Tal vez por ello, en estos días de ahora, cuando las exclusiones resultan vergonzantes de puertas afuera, hemos inventado, para meter de nuevo al elefante en la habitación sin que se advierta, la noción de “identidad”, no en su acepción matemática o administrativa, sino como índole colectiva a una escala determinada. Lo de la identidad resulta difícil de rebatir, pues lo que se presenta como obviedad que no precisa argumentos se acaba percibiendo como tautología. Y la tautología no conduce a nada bueno cuando sale del campo de la lógica filosófica o matemática, porque nos ahorra el pensamiento reflexivo como mecanismo de entendimiento. Un inquietante riesgo lo atesora el concepto de “identidad cultural”. Gustavo Bueno, en “El mito de la cultura”, analizó y precisó la “cultura” como entidad metafísica, lo que implica su caracterización como “mito oscurantista” y “pura construcción ideológica”, sin clara entidad objetiva. En relación con ello, la “identidad cultural” adquiere esos mismos rasgos y tiende a ser considerada, o sentida, no como entidad dinámica que incluye diferencias, sino como una esfera ajena al tiempo y con cierta tendencia a lo inmutable. Un bombón, por tanto, para los vigilantes y defensores de las esencias, que siempre son más de lo que cualquiera se imagina y emergen una y otra vez en cada momento de nuestra historia.

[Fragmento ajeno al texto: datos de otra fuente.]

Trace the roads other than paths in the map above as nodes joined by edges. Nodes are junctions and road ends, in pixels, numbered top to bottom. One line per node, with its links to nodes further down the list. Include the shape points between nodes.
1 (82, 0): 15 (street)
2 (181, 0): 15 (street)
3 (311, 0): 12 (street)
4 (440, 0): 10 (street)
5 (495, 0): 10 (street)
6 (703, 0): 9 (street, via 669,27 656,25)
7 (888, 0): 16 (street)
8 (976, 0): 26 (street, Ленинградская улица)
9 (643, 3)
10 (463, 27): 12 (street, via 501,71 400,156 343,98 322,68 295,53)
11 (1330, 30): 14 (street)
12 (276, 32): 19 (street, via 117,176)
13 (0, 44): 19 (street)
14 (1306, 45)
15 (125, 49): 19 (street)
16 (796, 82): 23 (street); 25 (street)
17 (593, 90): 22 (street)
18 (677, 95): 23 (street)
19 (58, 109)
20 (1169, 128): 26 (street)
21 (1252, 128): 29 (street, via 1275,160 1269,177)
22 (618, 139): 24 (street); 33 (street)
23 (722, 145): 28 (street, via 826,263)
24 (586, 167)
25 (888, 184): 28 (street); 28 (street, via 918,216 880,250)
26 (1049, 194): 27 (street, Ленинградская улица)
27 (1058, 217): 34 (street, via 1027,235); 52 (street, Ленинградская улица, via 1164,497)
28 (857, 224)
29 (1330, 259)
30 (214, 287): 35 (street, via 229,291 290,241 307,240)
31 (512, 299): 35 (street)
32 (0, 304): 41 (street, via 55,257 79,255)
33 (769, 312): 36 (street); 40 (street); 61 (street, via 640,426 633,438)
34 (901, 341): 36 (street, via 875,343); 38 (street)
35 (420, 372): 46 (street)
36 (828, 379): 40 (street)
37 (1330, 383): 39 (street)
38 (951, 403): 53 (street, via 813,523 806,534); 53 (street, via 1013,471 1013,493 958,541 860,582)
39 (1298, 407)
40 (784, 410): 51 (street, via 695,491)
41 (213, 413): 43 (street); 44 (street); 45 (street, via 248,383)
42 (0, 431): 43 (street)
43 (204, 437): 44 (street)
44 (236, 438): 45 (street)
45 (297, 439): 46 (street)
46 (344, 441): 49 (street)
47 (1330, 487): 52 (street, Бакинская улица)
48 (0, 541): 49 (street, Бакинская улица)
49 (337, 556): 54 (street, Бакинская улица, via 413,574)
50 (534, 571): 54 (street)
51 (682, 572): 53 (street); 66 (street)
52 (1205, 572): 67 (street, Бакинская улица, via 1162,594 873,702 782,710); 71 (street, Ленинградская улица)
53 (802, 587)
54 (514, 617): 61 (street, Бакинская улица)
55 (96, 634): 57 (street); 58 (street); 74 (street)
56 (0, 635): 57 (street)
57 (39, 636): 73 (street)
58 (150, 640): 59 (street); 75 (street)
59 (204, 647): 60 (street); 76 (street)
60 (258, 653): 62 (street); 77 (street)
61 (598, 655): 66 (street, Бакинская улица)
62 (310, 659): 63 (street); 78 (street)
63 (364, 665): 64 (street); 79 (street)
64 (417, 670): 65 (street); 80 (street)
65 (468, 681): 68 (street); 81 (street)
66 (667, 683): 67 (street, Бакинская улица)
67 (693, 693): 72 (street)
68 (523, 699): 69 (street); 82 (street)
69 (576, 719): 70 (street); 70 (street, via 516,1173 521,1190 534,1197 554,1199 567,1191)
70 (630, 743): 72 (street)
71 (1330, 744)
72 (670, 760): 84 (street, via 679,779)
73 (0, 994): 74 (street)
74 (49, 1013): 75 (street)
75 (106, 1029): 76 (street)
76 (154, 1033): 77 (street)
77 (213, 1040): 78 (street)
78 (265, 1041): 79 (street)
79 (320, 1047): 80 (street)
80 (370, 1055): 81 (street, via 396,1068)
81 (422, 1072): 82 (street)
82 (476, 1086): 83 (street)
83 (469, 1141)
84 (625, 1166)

Se plasma ello, por ejemplo, en los nacionalismos a cualquier escala, y en una suerte de regreso a la tribu, entendida no solo en su sentido original, sino como tribu étnica, ideológica o sentimental. En el caso del nacionalismo, arranca siempre de una sensación de pérdida, de un temor a lo que está más allá de nosotros mismos o de los límites físicos o mentales que tomemos como referencia.
Se cierra así el círculo de un regreso, si es que alguna vez se había ido, al rechazo del otro y de lo otro; supone la entronización del viejo pensamiento de lo mío como lo mejor, de lo ajeno como contaminación y depreciación de lo propio, que elevamos a la categoría de sustancia, una vez que lo sentimos desprovisto de temporalidad o diferencias para expresarlo en términos como “nuestra cultura” o “nuestra nación”, como si fuera invariable e indistinta desde siempre. Y, a partir de ello, buscamos elementos que lo justifiquen, como la lengua, por poner un ejemplo palpable, que puede llegar hasta el extremo de inventarnos una, casos se conocen, si no la hay a mano. Todo sea en beneficio del noble objetivo de la segregación, reconocida o no, en un contexto de retórica inclusiva.
Ya sé que puede parecer extremo lo que estoy afirmando, pero no se puede negar que, en una proporción considerable, esas ideas que se venden como nuevas u honorables, son viejas y se relacionan con la exclusión del otro, por mucho que se edulcoren o adornen con ciertos tics de beneficio social o ideología. En realidad, muchos de los practicantes de estas creencias no son conscientes de las mismas o las subliman, a la manera freudiana, con otras ideas que parecen ocultarlas. Y viven felices, orgullosos, ignorantes de que se trata de un puro regreso al terruño.